2013-03-28 08:11 China Daily     Web Editor: qindexing comment

The excessive liquidity caused by easing policies in major economies such as the United States, Japan and the United Kingdom, is posing great challenges for BRICS nations and they should boost cooperation to address speculative hot money, analysts said.

Ding Zhijie, dean of finance at University of International Business and Economics in Beijing, said that although capital inflows vary from country to country, and some are beneficial for countries that suffered dramatic capital outflows and currency depreciation in 2012, in the long run they're definitely a danger.

"BRICS countries and other emerging economies must stand together for a greater say in the issuance of major reserve currencies," Ding said.

The Fifth BRICS Summit - attended by representatives from Brazil, Russia, India, China and South Africa - kicked off in Durban, South Africa, on Tuesday.

Ding said the spillover effect of the quantitative easing by some countries would make foreign exchange reserves pile up in emerging economies and affect their normal implementation of domestic monetary policies.

"In addition, the foreign capital inflows will get higher returns, in contrast to the very low returns of investing the foreign reserves in the low-risk assets of developed countries, which emerging countries have to do," Ding said.

"This will lead to the deterioration of emerging economies' payment capabilities and add to the risks of a payment crisis."

Yuan positions among Chinese banks accumulated from the sales of foreign exchange to the central bank - an indicator of capital inflows - increased to a record 684 billion yuan ($110 billion) in January, according to central bank data released on March 5.

A possible point of consensus among the five BRICS countries could lie in calling for the exchange rates of major currencies, especially the US dollar, to be kept at a stable level, said Lu Zhengwei, the chief economist of Industrial Bank Co Ltd.

"In addition to confining the currency exchange rates, BRICS members are also very likely to reach a consensus on hot money checks. For example, setting up a unified safety net against international speculative capital inflows and further opening up their domestic financial markets to other member countries."
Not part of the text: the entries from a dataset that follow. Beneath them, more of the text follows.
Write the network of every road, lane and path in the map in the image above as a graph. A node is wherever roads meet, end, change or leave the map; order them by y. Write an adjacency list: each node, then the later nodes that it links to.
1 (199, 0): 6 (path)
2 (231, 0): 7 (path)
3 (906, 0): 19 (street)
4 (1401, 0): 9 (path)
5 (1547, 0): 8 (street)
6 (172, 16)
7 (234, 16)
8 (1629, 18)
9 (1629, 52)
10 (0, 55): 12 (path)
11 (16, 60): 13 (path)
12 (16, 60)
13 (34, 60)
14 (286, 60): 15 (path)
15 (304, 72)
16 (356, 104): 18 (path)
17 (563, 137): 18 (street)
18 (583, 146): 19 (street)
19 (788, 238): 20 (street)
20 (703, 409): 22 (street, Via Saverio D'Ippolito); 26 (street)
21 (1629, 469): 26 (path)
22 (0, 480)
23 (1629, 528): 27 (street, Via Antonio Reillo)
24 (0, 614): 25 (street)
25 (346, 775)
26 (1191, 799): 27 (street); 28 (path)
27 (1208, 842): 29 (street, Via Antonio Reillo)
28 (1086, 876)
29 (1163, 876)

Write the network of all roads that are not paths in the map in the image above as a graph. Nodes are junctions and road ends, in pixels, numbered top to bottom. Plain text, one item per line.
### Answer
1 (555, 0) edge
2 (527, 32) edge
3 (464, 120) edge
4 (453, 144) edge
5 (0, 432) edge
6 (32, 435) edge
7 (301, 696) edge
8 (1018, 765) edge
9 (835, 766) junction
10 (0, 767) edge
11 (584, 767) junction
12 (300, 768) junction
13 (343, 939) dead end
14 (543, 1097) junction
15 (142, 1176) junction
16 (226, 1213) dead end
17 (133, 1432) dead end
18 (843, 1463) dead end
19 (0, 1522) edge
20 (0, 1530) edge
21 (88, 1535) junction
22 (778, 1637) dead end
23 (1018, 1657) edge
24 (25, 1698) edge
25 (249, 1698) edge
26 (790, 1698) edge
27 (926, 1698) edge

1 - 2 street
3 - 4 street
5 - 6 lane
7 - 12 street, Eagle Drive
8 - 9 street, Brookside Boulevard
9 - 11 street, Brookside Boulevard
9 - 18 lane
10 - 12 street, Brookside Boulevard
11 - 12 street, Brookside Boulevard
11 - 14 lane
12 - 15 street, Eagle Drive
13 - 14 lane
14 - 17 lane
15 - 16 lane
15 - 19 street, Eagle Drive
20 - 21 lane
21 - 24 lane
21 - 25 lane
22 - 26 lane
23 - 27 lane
"We cannot let foreign capital come and go as it pleases. Instead, we should make it stay to avoid short-term impacts on our economies. That's a mutual task for BRICS," said Zheng Xinli, vice-president of the China Center for International Economic Exchanges.

The center forecast that the BRICS countries are expected to account for almost half of the world's output by 2030. Their combined output will rise from 17 percent of global GDP in 2010 to 47 percent in the next 20 years, it said.

Ding added that countries should increase the costs for capital inflows, such as imposing a tax on the inflows, to smooth capital fluctuations.

But Wang Jun, a senior analyst at the China Center for International Economic Exchanges, said BRICS nations shouldn't worry too much over the capital inflows as their economic growth has moderated.

"The recovery of the developed countries will gradually shore up their currencies and attract capital to flow back, if the quantitative easing continues to work," Wang said.